• **Assigned task**
Check each line of the entries below for the string "nodes"; copy every line where it appears.

• **Collected data entries**

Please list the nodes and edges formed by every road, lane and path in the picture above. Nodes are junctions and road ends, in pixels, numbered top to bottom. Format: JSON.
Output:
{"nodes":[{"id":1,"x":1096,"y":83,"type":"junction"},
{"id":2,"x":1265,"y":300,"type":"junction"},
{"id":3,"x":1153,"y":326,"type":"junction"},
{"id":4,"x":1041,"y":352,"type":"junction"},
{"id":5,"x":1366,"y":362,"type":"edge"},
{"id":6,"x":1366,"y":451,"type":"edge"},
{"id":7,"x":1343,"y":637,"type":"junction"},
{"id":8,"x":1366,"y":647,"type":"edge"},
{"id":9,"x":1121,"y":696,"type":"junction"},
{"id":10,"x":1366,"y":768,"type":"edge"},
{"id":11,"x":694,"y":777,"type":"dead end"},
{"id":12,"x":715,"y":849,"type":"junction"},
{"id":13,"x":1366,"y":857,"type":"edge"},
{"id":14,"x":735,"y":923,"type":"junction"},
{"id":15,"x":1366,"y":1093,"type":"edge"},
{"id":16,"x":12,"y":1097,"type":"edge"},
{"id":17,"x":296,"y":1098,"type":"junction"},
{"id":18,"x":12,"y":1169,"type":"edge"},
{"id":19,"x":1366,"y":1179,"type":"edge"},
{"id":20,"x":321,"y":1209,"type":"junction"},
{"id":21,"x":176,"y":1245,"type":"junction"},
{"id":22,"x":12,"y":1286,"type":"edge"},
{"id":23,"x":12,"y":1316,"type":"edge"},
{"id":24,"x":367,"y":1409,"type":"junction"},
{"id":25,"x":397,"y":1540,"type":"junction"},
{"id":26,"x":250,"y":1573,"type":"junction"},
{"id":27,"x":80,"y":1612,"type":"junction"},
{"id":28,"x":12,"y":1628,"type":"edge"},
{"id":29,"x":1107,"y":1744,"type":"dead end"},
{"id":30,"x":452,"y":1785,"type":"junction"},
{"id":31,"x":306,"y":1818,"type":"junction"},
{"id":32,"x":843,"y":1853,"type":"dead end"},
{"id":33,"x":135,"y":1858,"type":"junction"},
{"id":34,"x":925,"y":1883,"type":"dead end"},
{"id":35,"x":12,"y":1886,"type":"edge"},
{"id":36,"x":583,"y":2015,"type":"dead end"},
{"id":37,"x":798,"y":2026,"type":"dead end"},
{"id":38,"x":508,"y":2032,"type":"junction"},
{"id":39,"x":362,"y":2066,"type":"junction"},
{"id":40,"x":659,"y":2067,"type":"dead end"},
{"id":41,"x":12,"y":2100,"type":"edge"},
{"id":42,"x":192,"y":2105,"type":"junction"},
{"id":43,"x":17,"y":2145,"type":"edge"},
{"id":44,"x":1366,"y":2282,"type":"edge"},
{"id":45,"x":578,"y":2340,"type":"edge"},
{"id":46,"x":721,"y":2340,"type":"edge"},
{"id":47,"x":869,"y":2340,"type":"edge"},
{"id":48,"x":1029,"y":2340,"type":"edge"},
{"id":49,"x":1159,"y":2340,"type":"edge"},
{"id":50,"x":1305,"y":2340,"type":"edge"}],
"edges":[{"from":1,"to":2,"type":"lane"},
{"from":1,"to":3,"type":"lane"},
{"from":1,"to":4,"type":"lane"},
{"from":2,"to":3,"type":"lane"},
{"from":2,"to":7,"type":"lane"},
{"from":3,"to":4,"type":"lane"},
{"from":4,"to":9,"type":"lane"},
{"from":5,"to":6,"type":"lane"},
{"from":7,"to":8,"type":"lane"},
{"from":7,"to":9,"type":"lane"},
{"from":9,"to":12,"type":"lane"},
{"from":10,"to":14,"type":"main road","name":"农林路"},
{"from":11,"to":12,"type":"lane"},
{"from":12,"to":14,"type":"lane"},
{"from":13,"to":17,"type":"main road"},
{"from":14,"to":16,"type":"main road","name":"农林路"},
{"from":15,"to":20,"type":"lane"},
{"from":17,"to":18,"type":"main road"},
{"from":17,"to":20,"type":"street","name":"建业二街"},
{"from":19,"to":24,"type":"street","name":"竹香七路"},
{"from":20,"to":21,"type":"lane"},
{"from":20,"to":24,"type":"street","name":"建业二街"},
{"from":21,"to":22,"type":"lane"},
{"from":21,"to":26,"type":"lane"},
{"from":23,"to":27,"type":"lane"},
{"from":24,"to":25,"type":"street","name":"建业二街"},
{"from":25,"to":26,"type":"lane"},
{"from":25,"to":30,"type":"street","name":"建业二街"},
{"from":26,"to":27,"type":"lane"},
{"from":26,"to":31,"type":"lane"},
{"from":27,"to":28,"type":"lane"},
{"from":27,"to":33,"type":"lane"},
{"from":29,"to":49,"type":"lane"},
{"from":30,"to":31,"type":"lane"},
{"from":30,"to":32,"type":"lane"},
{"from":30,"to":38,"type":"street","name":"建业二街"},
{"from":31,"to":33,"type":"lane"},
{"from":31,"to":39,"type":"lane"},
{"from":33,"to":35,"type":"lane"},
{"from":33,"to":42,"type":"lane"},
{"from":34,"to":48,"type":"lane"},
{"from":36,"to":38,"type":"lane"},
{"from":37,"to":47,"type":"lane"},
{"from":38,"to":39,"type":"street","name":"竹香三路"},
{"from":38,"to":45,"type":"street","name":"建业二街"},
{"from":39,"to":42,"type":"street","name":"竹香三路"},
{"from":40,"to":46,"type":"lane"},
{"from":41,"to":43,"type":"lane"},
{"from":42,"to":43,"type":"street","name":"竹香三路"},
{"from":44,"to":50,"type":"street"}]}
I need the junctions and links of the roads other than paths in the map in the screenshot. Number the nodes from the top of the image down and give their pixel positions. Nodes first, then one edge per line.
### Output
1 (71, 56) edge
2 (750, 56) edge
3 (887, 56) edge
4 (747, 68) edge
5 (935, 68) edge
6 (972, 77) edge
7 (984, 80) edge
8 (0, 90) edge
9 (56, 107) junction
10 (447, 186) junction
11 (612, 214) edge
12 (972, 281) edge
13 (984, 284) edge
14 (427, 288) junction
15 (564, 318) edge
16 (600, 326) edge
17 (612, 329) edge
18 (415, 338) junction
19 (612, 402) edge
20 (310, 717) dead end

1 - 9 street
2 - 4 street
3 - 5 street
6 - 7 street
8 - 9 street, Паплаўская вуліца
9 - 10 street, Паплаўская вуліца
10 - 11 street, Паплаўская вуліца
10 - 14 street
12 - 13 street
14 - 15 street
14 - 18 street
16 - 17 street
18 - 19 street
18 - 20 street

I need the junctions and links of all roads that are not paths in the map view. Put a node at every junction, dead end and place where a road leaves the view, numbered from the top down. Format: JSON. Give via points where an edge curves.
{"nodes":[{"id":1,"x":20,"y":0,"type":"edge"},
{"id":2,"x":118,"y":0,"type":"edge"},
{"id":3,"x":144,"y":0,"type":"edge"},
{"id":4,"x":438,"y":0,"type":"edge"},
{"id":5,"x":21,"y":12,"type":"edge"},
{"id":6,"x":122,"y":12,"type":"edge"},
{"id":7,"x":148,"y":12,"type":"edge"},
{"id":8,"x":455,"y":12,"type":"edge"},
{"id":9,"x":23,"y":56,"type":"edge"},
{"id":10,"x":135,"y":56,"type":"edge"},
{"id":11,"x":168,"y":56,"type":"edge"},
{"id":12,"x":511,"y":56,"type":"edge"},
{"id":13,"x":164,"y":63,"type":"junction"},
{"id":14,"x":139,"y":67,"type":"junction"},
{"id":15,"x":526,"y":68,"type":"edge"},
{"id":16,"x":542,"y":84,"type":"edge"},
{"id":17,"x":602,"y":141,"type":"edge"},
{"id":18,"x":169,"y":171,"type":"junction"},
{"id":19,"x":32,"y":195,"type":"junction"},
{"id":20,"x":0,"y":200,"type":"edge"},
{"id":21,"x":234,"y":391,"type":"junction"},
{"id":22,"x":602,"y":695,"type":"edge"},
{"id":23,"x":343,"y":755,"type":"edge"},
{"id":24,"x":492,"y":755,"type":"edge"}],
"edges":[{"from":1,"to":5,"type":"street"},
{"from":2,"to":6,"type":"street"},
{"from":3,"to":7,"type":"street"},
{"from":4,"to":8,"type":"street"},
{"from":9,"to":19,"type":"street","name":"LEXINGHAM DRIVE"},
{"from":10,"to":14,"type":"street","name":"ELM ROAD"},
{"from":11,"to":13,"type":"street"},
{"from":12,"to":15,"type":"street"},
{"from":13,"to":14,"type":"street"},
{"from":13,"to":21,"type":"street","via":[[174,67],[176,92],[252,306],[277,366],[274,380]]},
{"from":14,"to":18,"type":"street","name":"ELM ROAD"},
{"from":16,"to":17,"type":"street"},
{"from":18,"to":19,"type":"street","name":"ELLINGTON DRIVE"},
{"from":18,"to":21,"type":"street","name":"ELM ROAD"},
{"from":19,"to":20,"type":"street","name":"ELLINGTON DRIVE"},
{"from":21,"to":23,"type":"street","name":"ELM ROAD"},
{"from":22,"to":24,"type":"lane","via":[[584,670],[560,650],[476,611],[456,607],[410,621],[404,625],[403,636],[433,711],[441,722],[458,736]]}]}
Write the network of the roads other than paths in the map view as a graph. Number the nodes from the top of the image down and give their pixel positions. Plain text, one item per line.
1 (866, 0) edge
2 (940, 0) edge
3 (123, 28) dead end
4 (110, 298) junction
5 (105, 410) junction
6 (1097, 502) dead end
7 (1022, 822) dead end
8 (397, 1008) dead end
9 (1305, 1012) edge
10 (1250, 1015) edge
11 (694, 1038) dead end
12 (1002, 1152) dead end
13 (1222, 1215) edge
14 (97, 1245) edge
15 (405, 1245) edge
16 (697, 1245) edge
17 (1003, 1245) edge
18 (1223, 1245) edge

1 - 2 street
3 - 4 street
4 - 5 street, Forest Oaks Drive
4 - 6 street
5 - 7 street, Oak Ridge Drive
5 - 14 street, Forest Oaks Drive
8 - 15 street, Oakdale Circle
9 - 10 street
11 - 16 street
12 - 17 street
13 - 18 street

• **Answer for the task**
Please list the nodes and edges formed by every road, lane and path in the picture above. Nodes are junctions and road ends, in pixels, numbered top to bottom. Format: JSON.
{"nodes":[{"id":1,"x":1096,"y":83,"type":"junction"},
I need the junctions and links of the roads other than paths in the map in the screenshot. Number the nodes from the top of the image down and give their pixel positions. Nodes first, then one edge per line.
{"nodes":[{"id":1,"x":20,"y":0,"type":"edge"},
Write the network of the roads other than paths in the map view as a graph. Number the nodes from the top of the image down and give their pixel positions. Plain text, one item per line.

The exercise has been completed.